Data items:

=== Begin Enclosure ===

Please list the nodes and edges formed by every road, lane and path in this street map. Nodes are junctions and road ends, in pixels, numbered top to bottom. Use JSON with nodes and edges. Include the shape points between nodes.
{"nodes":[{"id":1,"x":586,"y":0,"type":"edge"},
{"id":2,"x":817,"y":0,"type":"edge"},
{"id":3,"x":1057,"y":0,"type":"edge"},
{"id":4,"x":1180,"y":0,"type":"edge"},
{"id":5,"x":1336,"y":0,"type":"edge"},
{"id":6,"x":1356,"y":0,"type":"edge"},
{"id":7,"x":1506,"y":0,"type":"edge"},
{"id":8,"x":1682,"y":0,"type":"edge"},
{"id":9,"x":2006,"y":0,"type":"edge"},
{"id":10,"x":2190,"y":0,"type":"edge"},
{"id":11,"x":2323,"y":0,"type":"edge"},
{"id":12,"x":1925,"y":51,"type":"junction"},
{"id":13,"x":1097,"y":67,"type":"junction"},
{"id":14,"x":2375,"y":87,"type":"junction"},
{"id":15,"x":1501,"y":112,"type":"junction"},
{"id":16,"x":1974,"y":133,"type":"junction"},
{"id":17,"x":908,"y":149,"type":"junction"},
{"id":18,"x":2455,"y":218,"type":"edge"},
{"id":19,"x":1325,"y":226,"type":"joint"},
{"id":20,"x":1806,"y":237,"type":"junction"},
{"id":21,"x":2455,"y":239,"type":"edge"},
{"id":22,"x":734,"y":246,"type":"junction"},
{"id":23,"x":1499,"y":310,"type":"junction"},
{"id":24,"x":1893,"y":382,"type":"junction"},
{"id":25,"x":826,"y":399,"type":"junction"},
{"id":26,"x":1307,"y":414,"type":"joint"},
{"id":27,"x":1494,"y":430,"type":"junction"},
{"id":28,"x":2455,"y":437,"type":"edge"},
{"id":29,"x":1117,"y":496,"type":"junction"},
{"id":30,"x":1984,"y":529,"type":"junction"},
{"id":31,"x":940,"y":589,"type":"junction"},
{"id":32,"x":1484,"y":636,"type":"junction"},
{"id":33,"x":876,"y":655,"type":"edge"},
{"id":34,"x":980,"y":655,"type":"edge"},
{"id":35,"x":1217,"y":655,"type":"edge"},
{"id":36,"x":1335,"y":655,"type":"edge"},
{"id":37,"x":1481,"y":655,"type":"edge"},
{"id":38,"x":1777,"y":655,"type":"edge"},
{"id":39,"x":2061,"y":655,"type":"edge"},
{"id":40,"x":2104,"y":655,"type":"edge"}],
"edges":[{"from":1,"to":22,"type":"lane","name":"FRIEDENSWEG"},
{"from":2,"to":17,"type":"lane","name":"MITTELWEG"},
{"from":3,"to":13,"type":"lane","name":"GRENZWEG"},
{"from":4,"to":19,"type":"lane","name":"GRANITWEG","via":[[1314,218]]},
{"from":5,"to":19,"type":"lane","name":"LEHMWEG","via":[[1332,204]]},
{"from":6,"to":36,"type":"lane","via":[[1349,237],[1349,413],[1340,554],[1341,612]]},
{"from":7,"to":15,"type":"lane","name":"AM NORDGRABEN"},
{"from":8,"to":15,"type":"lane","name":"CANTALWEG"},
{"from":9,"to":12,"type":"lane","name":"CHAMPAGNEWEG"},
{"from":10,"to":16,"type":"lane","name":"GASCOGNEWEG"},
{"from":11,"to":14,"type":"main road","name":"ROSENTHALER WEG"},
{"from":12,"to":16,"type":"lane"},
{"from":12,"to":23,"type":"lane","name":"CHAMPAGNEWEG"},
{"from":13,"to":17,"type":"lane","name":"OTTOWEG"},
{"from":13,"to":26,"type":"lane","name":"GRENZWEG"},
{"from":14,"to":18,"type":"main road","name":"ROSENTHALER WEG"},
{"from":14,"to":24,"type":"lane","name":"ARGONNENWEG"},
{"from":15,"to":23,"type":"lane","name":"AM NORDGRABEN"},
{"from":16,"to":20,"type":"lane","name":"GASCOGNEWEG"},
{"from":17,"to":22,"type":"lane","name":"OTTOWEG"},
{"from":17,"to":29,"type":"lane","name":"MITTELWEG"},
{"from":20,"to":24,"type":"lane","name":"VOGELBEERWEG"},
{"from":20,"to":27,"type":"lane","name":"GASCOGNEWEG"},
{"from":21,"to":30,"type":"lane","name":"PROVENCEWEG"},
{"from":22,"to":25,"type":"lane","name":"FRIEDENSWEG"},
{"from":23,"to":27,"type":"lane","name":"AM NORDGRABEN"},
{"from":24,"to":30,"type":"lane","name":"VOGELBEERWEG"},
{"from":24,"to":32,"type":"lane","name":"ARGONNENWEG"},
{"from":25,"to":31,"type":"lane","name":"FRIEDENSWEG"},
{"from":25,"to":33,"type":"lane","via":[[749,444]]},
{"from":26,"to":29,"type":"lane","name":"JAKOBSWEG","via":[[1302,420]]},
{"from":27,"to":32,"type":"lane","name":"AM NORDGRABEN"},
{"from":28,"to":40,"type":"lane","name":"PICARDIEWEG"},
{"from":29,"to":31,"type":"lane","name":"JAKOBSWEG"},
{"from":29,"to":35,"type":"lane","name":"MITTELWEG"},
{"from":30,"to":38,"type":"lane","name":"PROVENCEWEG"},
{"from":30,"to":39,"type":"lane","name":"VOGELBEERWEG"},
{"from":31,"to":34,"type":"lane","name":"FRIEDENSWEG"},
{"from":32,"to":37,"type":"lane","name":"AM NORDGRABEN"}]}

=== End Enclosure ===

» What is needed: Above are the records; copy each line from them that includes the string "main".

» Reply to the exercise:
{"from":11,"to":14,"type":"main road","name":"ROSENTHALER WEG"},
{"from":14,"to":18,"type":"main road","name":"ROSENTHALER WEG"},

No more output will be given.